La virtud de la fidelidad hoy no está en alza. Como conlleva abnegación y sacrificio, la fidelidad apenas se encuentra y fácilmente se rompen compromisos, se falta a la palabra dada, se abandonan tareas o apostolados, se cambia de opinión y de criterios según las modas o intereses. El hombre se vuelve cambiante, casi sin principios, acomodaticio. Y aquí se juegan las tres fidelidades básicas: ser fiel a Dios, a los demás y a uno mismo. Permanecer, inasequible al desaliento, como Cristo clavado en la cruz.
La virtud de la fidelidad es el mantener el compromiso libremente aceptado y el empeño en terminar cualquier misión en la que uno se ha comprometido. La fidelidad es, como dice santo Tomás de Aquino, “cumplir exactamente lo prometido” (II-IIae, q. 80, a.1), confirmando de este modo las palabras con los hechos, y esto será posible en personas maduras, equilibradas, que nutren su fidelidad en la fidelidad de Dios y alimentan esa fidelidad en la entrega del Señor en la santa Misa.
La fidelidad requiere fortaleza y perseverancia. La fortaleza nos permite asumir riesgos que sean necesarios sin acobardarse ni claudicar y nos permite resistir pacientemente las dificultades o peligros o tentaciones que se presentan tantas veces. Quien es fuerte puede ser fiel, y no desistir ante la primera adversidad.
Pero junto a la fortaleza, la perseverancia, la cual es el esfuerzo de proseguir el compromiso o la tarea sin abandonarla o dejarla inacabada, sino llegar hasta el final, culminándola. La fidelidad a veces no se mantiene por la rutina o por el cansancio.

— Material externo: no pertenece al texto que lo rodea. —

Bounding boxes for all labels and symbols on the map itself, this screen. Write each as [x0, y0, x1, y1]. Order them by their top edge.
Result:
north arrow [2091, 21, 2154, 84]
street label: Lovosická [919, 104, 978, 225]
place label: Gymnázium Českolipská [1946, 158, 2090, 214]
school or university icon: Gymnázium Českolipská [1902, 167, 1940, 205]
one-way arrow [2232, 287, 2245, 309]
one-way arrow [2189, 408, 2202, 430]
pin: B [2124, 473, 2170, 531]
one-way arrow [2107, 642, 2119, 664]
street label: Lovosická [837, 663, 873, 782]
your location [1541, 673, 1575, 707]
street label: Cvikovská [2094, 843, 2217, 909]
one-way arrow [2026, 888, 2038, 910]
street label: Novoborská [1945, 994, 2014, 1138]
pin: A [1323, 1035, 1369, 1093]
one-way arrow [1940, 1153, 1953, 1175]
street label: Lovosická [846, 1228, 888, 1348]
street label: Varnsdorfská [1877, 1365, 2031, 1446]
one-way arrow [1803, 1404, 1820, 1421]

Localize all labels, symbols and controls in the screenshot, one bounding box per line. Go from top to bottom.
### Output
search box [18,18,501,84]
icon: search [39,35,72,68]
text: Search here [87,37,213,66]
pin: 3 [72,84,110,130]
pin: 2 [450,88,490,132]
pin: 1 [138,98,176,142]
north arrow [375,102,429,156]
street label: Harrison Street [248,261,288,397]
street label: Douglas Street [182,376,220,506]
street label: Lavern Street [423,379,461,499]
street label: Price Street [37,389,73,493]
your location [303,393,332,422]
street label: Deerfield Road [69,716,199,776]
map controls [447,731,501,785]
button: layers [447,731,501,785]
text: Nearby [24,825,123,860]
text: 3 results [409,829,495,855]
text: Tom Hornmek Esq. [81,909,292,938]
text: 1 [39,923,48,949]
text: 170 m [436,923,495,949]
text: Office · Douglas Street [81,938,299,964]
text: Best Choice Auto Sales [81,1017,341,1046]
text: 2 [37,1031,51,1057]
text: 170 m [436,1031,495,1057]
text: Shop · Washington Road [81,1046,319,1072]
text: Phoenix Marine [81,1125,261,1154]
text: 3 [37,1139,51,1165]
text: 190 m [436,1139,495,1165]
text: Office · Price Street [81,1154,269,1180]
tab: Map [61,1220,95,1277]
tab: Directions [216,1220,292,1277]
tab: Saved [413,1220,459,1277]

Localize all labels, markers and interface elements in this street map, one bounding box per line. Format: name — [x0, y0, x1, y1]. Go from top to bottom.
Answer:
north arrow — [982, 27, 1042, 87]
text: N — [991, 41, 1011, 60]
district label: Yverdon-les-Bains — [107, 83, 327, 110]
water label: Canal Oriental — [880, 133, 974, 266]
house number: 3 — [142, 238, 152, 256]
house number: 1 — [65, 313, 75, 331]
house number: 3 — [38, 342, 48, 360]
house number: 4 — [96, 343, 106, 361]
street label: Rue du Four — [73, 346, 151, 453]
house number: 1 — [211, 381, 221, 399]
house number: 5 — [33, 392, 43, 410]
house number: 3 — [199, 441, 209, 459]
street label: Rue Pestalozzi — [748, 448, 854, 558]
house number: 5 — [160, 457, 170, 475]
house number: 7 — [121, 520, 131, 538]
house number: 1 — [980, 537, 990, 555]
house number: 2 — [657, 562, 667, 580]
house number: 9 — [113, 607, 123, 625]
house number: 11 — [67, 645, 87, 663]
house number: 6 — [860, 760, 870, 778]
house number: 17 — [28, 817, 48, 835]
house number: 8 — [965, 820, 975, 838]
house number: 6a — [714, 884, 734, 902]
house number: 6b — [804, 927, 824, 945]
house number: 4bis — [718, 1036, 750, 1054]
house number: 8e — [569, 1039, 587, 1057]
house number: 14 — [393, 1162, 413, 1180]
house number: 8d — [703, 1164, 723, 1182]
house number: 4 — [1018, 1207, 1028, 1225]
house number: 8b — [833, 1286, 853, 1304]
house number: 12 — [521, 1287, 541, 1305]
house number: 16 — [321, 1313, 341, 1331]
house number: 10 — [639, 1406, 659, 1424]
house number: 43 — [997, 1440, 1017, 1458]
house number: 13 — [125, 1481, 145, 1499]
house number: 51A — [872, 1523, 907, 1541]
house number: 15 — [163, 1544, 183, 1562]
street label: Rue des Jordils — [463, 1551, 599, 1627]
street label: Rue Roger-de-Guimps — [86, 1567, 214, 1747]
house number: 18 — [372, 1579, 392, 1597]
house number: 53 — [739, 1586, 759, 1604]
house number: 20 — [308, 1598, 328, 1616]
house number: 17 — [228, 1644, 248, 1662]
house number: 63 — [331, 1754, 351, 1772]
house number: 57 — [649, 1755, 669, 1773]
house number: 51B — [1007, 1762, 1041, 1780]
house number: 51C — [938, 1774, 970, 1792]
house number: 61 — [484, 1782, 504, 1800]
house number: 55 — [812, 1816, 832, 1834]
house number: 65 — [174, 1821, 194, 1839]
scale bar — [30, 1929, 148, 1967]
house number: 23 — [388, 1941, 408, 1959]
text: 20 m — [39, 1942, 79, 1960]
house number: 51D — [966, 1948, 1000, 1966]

Comenzamos pronto -sin calcular nuestras posibilidades y viviendo de ilusiones- muchas tareas, voluntariados, incluso apostolados (en catequesis, en Cáritas...) pero cuando pasado un tiempo veo que la realidad se impone y que me pide sacrificio, comienzo a faltar, voy poco a poco abandonando, presento torpes excusas; no soy fiel porque vivía en una mentira: mi propio egoísmo que nada conoce de compromiso, entrega y fidelidad.
Sin embargo, Cristo está siendo clavado en la cruz y jamás se desdice de su palabra ni rehuye de su compromiso, ni desiste por cansancio. Cristo está siendo clavado en la cruz: esa es su última lección sobre la fidelidad. Escucha los golpes secos mientras lo clavan en la cruz.